The guy slouching at the front desk didn’t look much older than Alia, and he had one of those chin-burp goatees that always made her want to offer up a napkin. This was the part Alia had been the most nervous about, but she did her best to sound calm and beleaguered as she explained that they’d had their luggage stolen at Port Authority.
“I don’t know,” he said in a heavy accent. Russian maybe. Definitely Eastern European. “Lots of bad stuff happening. Must be careful.”
“Come on,” Alia said, attempting some measure of the easy charm her father had possessed in such abundance. “Do we look like trouble?”
The guy looked up, up, up at Diana.
“Nie ne sme zaplaha,” she said, looking solemn.
Alia stared.
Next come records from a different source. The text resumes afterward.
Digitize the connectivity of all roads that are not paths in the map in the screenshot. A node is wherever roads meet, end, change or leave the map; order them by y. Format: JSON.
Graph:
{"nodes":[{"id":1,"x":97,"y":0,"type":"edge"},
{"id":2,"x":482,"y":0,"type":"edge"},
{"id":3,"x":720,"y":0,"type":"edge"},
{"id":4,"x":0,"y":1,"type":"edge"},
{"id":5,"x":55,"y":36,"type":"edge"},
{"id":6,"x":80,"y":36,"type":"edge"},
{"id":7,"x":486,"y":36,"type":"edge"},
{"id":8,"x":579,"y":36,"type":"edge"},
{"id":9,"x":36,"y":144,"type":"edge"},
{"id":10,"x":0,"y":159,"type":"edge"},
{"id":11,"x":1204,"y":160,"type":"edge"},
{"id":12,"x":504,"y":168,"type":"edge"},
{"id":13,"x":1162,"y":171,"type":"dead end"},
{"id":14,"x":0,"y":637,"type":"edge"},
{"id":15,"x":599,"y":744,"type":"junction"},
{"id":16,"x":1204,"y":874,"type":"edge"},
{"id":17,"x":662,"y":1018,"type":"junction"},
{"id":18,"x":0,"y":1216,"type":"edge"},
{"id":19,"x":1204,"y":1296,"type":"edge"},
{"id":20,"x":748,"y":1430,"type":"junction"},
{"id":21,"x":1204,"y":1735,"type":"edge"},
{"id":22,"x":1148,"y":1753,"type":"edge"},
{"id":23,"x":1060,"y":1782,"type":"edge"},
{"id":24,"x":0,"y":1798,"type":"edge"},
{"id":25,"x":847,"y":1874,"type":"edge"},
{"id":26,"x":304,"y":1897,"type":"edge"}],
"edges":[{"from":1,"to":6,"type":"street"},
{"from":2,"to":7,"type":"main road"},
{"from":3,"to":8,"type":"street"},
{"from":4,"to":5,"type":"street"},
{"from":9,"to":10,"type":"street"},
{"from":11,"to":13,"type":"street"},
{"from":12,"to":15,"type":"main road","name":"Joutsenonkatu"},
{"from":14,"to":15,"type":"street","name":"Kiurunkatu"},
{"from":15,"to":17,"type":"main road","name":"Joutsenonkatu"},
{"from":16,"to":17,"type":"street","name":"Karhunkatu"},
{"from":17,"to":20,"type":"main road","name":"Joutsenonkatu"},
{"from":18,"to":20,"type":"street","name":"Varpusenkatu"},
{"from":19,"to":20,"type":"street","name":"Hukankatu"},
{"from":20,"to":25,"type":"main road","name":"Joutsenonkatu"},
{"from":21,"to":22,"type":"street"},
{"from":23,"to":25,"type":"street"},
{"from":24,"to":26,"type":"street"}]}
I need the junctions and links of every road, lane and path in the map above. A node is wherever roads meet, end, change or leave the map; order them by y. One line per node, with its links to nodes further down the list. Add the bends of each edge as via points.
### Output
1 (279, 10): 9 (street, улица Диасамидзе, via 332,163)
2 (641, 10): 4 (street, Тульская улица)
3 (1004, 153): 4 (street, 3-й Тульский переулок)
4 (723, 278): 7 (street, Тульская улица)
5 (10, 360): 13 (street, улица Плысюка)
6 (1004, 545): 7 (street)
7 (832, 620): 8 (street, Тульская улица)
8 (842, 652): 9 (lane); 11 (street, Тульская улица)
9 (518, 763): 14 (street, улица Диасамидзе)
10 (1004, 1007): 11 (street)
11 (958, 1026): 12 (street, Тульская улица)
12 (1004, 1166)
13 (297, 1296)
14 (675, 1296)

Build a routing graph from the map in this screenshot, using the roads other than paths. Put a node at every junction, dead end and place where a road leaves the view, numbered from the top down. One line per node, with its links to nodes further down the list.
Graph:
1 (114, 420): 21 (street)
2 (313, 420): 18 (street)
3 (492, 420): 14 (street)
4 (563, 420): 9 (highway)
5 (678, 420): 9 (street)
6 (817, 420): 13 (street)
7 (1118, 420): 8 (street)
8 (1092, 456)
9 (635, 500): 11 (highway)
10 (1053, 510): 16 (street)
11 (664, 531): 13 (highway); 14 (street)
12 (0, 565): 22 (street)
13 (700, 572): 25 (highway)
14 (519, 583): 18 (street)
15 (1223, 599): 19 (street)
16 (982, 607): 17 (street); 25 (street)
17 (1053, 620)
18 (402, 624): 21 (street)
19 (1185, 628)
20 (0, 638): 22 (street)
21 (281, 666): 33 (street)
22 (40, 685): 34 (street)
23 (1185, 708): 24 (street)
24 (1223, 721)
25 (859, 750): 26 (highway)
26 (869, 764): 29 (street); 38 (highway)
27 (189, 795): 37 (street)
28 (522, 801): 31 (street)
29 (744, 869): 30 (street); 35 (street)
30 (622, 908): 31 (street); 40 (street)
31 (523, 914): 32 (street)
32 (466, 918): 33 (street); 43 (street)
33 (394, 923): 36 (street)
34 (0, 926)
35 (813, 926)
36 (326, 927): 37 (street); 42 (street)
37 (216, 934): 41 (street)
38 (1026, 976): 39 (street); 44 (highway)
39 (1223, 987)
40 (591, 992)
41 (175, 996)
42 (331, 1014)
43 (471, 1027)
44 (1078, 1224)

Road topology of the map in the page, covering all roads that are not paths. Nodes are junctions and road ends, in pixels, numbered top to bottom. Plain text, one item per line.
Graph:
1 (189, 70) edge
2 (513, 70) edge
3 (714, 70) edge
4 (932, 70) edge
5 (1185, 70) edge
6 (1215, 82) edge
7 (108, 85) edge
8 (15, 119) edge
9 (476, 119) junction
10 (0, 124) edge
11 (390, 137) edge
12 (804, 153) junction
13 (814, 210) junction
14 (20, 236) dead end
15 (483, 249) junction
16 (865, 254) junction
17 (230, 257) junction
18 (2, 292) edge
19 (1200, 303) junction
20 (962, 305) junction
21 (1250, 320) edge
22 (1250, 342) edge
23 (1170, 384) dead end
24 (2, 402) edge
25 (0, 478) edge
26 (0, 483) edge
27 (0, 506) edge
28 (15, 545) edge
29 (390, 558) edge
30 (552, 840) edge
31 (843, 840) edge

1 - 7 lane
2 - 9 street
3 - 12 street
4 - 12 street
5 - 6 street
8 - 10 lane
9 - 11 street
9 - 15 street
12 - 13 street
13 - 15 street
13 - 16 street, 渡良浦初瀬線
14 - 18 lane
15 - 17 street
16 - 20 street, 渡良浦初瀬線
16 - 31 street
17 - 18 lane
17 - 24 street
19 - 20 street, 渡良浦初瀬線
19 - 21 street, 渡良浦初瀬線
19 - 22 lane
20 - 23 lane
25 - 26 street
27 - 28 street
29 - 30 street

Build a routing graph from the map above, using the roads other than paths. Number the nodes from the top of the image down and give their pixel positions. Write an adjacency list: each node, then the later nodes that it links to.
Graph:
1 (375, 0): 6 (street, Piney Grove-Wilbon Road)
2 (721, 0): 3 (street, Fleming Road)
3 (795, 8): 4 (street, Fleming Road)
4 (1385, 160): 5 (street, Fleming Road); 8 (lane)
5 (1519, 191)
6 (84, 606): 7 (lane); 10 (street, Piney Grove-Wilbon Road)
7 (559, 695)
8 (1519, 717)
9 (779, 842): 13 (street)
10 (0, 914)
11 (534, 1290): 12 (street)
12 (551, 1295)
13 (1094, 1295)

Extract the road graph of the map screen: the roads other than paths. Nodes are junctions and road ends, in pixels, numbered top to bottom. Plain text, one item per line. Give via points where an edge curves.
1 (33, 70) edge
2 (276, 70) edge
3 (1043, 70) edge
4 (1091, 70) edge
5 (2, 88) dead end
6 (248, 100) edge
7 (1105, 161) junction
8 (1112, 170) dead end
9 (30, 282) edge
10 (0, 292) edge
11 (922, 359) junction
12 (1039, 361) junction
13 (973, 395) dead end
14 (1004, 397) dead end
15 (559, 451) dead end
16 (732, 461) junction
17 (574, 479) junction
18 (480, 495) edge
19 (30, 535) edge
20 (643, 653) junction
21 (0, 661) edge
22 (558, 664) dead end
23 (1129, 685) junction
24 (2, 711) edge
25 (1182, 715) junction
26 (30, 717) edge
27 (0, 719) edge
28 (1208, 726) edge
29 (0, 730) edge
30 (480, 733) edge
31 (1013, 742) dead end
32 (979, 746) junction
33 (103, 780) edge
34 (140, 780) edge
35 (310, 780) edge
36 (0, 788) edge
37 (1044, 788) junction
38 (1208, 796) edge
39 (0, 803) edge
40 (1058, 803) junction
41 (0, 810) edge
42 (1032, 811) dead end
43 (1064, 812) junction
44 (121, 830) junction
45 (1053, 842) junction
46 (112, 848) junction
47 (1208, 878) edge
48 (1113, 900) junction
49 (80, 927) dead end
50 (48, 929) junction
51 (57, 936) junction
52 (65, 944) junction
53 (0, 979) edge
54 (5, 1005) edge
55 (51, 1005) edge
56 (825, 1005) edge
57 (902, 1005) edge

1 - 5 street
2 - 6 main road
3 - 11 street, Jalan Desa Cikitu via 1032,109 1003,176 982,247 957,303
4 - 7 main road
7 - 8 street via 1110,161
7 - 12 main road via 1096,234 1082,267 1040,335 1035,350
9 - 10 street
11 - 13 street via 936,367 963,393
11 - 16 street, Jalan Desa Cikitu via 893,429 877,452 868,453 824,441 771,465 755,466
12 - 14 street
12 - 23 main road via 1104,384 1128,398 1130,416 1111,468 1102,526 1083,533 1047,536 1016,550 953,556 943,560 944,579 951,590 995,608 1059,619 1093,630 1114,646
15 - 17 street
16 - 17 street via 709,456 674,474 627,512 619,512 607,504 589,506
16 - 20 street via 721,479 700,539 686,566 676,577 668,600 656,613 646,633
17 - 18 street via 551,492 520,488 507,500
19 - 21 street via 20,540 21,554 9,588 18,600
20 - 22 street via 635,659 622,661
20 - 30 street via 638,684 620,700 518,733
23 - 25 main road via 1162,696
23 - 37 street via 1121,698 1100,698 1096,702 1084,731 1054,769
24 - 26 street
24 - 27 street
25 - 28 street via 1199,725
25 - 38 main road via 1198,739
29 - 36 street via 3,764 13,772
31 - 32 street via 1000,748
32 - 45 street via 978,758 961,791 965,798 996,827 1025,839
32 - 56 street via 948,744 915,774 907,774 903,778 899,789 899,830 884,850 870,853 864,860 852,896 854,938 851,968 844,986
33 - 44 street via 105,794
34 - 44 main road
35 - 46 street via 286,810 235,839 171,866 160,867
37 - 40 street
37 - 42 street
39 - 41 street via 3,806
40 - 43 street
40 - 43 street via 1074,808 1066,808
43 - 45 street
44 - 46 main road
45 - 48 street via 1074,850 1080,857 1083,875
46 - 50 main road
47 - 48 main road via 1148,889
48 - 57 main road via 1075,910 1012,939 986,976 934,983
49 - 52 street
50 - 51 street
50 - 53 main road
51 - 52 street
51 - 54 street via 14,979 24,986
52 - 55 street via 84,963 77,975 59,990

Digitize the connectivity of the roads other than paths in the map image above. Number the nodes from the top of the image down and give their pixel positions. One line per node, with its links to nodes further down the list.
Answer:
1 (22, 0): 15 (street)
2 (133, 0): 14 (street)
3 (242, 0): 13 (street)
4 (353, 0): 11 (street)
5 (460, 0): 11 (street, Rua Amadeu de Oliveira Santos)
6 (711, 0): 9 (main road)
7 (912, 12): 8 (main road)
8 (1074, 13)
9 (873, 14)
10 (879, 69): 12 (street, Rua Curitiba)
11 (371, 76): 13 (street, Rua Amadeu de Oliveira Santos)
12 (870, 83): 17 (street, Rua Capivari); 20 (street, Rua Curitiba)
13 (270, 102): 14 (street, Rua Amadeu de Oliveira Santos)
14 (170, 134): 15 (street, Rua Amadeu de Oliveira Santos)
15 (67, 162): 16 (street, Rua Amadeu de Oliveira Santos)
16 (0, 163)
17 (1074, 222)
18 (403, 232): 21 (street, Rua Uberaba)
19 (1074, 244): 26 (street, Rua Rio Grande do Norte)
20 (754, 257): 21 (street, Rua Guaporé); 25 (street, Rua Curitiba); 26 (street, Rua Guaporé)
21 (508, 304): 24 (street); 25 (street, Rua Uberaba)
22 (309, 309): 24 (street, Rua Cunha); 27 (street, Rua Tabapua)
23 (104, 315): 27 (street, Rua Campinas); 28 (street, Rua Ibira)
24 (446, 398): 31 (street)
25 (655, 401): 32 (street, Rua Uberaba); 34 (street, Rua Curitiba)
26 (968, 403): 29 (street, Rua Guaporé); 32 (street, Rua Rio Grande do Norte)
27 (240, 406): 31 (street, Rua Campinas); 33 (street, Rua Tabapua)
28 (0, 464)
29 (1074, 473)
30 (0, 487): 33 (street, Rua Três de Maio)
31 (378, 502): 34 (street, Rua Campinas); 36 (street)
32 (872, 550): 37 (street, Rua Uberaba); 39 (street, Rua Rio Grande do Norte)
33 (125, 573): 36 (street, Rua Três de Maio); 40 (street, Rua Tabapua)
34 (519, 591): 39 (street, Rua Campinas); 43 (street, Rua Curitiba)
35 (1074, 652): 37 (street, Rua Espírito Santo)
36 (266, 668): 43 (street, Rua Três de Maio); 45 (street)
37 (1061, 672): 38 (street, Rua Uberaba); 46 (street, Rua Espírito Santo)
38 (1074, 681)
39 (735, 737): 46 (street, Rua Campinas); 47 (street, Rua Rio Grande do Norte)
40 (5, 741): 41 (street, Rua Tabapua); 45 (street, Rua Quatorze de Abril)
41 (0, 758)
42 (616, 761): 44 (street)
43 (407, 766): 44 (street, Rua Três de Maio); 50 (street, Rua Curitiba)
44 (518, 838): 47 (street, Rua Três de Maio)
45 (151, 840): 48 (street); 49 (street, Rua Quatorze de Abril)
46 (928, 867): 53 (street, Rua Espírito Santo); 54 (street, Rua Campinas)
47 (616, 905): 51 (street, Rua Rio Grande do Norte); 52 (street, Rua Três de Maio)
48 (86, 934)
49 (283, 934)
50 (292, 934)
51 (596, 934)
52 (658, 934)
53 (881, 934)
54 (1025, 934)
Diana spoke Russian?
The man’s flat expression didn’t change. “Cash,” he said. “A full week. Up front.”
A full week? Even at a dump like the Good Night, that cut deeply into their funds. It’s fine, she told herself as she counted out the bills. You’ll figure out a safe way to contact Jason, and then money isn’t going to be an issue.
And what if you didn’t have the Keralis name and fortune to back you up? She’d save that question for another day.
“Rooms are cleaned every afternoon,” said the clerk as the money vanished beneath the desk. “No cooking in rooms. No tampering with thermostat.” He slapped a metal key on the counter. It had a pink plastic tag with “406” written on it in black marker. “You lose key, pay one-hundred-dollar fine.” He narrowed his eyes at Diana. “I watch you.”
“Geez,” Alia said as they headed up the stairs. “What did you say to him?”
“I simply told him we weren’t threats.”
Alia rolled her eyes. “Not suspicious at all. How did you learn to speak Russian?”
“It was Bulgarian, and…I’m not entirely sure.”
“How many other languages do you speak?”
Diana paused as if calculating. “I think all of them.”
A day ago, Alia would have said that was impossible, but now it was just one more weird thing to add to the list. “Where were you when I had two hours of French homework?” she grumbled.
Naturally, the Good Night didn’t have an elevator, so they trudged up four flights to their floor. Well, Alia trudged. Diana scampered up the stairs like the world’s most beautiful goat. They followed a long, dank hall to their room, but the old-fashioned lock beneath the doorknob didn’t want to cooperate at first.
After a few minutes of swearing and key jiggling, the door popped open. The room smelled of old cigarettes and was carpeted in a color that might have started life as emerald but had faded to what Alia would have described as “Summer Swamp.” A cramped passage led past a tiny bathroom tiled in grubby white to a room with a low ceiling and two narrow beds, a battered nightstand between them. No phone, no television, just a radiator against the wall and an air conditioner in the window. Alia set her bags down and pressed one of the buttons. Nothing.
“Don’t tamper with the thermostat, my butt.” She was already sweating.
Diana stood in the center of the room, arms still laden with plastic bags. “Do you really live in such places? No view of the sky? So little light and color?”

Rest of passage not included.